### WHAT IS NEEDED:
Only the lines holding "Esperança" are wanted; find them in the listing and return each one.

-.-.-

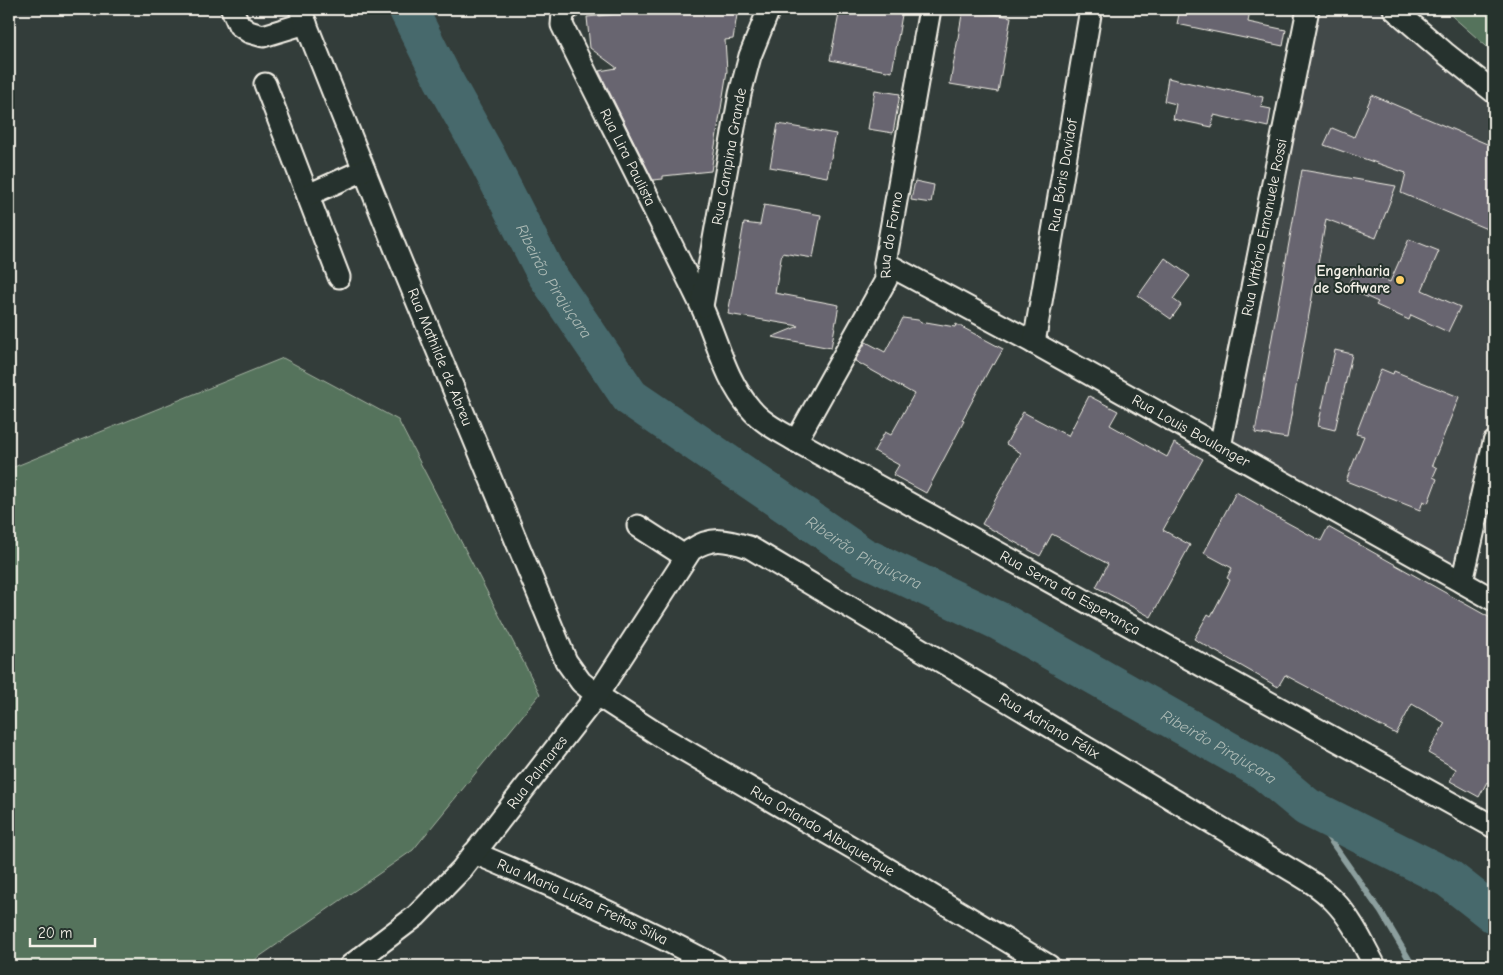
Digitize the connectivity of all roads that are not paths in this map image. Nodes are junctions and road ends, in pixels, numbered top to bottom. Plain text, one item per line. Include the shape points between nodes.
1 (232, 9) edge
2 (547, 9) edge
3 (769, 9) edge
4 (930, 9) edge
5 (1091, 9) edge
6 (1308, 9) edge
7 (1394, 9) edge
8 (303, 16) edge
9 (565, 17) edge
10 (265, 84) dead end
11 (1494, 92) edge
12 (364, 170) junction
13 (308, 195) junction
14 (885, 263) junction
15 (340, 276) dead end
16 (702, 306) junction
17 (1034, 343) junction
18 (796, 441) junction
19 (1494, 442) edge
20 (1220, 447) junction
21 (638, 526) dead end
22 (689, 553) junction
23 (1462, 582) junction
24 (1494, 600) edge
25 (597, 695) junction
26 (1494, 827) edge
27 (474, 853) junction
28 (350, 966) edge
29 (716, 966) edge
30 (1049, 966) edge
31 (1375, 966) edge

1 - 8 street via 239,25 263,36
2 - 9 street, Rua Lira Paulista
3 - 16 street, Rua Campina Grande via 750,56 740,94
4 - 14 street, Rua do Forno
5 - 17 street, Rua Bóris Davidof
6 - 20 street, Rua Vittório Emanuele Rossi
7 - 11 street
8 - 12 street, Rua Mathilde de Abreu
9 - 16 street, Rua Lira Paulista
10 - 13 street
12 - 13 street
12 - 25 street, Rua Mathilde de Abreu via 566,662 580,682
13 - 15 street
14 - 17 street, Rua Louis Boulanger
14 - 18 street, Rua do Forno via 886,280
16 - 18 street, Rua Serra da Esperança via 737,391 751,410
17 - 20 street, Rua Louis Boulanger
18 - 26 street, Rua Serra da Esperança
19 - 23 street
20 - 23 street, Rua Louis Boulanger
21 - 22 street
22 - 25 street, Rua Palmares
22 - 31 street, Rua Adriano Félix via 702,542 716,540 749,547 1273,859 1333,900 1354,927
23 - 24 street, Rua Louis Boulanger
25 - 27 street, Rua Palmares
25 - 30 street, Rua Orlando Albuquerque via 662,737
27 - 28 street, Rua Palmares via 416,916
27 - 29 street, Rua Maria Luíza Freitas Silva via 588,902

-.-.-

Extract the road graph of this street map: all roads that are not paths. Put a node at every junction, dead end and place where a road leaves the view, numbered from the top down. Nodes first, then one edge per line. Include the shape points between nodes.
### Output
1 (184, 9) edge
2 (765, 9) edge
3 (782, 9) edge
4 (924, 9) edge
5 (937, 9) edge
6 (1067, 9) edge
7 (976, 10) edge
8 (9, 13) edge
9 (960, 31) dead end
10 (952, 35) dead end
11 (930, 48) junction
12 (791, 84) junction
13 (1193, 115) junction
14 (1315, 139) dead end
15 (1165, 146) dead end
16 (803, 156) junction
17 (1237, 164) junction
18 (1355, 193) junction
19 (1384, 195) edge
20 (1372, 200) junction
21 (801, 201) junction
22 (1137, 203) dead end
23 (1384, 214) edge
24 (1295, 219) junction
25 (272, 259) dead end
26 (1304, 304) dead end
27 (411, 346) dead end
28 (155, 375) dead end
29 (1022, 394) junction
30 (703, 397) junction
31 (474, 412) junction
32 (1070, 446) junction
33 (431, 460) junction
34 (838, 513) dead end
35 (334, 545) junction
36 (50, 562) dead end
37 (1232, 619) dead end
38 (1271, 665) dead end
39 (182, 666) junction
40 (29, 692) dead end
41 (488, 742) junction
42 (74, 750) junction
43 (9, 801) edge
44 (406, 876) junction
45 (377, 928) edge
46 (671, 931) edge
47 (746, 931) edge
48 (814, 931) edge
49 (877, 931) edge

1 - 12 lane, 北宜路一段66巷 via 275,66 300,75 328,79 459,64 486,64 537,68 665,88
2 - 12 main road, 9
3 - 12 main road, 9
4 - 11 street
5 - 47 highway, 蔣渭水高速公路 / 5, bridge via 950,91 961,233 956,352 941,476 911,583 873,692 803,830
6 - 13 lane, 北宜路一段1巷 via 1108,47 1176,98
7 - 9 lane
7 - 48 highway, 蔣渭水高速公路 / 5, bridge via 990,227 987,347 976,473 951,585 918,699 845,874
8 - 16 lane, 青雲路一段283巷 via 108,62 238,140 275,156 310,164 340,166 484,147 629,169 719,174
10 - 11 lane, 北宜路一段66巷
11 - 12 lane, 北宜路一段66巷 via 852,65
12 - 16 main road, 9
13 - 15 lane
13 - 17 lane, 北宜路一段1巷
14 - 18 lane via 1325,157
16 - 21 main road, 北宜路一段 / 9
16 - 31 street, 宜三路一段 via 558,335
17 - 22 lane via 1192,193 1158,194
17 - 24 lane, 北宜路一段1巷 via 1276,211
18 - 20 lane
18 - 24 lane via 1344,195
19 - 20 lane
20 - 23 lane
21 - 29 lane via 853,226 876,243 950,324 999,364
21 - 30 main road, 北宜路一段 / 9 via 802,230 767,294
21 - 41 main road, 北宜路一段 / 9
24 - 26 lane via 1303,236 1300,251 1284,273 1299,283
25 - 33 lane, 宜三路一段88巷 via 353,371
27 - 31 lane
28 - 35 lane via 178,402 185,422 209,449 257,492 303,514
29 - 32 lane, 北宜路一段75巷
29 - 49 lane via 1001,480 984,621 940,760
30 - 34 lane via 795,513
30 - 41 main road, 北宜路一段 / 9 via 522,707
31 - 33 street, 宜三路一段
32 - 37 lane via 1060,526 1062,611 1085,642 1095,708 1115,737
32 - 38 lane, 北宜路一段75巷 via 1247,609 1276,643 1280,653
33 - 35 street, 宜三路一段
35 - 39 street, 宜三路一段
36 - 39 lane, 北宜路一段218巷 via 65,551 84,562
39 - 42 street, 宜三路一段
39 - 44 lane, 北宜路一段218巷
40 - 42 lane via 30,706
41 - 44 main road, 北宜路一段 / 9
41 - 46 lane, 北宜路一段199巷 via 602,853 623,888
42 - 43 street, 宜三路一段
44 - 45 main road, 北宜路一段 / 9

-.-.-

### OUTPUT:
16 - 18 street, Rua Serra da Esperança via 737,391 751,410
18 - 26 street, Rua Serra da Esperança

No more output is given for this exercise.